__WHAT TO WORK ON__
Using the word "joint" as the filter, copy each matching line from the records.

┄┄┄┄┄┄┄┄┄┄┄┄┄┄┄┄┄┄┄┄

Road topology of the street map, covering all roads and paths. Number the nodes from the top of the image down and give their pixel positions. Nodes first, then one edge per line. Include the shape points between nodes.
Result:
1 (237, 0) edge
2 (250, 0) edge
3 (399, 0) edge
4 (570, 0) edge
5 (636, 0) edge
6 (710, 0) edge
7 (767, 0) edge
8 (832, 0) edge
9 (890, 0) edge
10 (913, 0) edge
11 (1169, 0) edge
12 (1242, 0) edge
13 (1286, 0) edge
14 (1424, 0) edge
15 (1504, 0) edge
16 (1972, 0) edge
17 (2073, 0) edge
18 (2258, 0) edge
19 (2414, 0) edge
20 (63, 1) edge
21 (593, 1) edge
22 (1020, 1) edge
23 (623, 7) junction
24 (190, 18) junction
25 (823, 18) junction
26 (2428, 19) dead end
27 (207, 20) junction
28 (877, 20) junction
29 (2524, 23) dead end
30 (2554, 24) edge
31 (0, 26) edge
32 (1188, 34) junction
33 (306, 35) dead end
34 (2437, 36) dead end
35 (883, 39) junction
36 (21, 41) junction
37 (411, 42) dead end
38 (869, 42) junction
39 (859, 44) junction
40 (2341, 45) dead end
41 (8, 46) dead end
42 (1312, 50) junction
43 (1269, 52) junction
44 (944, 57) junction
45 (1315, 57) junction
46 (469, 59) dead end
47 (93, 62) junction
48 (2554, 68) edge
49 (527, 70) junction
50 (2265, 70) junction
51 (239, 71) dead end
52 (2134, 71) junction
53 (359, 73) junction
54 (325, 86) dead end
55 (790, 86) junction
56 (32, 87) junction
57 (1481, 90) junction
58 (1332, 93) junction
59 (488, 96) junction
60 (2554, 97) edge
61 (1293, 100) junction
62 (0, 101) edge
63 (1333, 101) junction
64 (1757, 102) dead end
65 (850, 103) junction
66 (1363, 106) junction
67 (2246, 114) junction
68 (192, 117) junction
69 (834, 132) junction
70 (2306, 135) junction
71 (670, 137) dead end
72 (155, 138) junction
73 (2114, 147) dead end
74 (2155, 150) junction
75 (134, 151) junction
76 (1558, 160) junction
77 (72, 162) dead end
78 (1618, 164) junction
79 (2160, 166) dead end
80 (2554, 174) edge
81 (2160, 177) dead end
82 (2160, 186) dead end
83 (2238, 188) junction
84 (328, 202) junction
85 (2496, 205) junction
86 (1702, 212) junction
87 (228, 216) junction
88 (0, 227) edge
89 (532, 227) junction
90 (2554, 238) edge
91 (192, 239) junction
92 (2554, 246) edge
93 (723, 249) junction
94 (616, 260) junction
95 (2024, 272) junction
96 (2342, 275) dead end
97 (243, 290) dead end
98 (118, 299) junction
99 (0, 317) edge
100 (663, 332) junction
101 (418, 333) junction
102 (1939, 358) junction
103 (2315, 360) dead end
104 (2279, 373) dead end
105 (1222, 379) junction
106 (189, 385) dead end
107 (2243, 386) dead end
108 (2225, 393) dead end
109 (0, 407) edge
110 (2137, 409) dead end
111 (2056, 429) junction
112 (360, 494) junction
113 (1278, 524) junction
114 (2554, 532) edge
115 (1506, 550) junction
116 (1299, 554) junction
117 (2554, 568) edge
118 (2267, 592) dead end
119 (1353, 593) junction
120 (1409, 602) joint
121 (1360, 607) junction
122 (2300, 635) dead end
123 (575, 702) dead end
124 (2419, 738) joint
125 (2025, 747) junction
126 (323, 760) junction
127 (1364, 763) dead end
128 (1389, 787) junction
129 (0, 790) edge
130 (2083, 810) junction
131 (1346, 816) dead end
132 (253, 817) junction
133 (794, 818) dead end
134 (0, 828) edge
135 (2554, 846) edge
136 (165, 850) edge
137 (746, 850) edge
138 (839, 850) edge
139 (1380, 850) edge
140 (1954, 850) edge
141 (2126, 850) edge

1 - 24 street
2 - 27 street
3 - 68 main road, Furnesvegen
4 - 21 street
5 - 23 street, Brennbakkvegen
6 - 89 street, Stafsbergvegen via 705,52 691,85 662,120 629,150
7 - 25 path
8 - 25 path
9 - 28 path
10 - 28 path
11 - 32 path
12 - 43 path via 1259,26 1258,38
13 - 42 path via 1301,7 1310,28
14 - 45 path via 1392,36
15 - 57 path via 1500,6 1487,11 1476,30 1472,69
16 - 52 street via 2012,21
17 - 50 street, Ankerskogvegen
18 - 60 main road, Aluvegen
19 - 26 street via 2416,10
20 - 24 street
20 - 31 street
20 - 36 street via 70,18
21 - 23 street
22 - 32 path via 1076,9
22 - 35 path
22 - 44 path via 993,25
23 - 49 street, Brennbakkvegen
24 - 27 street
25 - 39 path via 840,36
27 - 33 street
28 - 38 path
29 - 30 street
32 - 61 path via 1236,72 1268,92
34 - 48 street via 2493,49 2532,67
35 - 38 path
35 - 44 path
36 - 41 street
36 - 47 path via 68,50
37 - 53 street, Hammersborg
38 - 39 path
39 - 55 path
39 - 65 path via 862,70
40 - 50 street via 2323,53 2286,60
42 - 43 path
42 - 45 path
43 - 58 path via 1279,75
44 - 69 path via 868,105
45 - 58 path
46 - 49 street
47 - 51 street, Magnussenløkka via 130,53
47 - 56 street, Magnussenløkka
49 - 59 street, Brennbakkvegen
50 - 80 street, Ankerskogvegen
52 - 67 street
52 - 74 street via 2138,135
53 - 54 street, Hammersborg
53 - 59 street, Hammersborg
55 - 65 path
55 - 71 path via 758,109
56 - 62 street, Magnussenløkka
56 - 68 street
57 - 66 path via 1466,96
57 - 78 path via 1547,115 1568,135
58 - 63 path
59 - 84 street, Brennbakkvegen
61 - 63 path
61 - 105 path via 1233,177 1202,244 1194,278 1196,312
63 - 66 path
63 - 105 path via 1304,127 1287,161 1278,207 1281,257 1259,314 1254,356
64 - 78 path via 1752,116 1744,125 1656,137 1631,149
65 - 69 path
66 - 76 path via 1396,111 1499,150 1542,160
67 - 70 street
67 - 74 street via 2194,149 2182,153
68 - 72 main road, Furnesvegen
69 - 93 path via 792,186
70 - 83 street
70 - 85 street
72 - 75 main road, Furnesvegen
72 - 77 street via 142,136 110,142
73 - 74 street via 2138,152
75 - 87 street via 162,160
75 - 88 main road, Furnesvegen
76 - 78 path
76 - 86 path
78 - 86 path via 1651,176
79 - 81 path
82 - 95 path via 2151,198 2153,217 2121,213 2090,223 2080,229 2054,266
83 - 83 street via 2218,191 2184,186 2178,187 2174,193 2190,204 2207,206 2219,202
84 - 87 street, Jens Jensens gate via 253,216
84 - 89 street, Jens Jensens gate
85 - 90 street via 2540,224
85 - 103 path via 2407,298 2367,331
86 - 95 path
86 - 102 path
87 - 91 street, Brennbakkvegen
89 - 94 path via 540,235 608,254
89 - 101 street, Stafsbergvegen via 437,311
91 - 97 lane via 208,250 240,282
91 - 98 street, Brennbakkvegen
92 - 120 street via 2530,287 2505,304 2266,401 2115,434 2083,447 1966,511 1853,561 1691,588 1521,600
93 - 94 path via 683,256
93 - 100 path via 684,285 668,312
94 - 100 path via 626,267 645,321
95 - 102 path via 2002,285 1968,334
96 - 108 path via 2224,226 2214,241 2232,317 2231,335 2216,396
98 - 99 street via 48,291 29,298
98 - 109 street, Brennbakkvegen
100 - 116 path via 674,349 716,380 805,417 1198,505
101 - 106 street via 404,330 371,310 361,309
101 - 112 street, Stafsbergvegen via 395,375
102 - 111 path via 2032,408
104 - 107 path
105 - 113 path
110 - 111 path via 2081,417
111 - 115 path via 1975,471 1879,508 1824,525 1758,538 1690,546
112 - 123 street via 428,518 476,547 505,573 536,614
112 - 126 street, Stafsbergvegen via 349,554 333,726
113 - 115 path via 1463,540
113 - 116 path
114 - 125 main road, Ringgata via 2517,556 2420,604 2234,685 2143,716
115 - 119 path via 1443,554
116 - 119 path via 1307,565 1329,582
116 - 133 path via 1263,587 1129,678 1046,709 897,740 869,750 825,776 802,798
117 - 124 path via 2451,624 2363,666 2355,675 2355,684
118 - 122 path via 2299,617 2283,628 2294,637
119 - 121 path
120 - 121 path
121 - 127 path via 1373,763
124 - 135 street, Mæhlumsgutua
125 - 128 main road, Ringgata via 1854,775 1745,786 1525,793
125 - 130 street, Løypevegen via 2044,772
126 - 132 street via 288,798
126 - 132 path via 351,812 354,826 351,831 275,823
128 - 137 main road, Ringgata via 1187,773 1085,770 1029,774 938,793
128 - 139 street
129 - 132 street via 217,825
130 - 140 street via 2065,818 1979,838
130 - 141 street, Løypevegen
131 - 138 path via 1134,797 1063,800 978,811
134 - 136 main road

┄┄┄┄┄┄┄┄┄┄┄┄┄┄┄┄┄┄┄┄

__EXERCISE RESULT__
120 (1409, 602) joint
124 (2419, 738) joint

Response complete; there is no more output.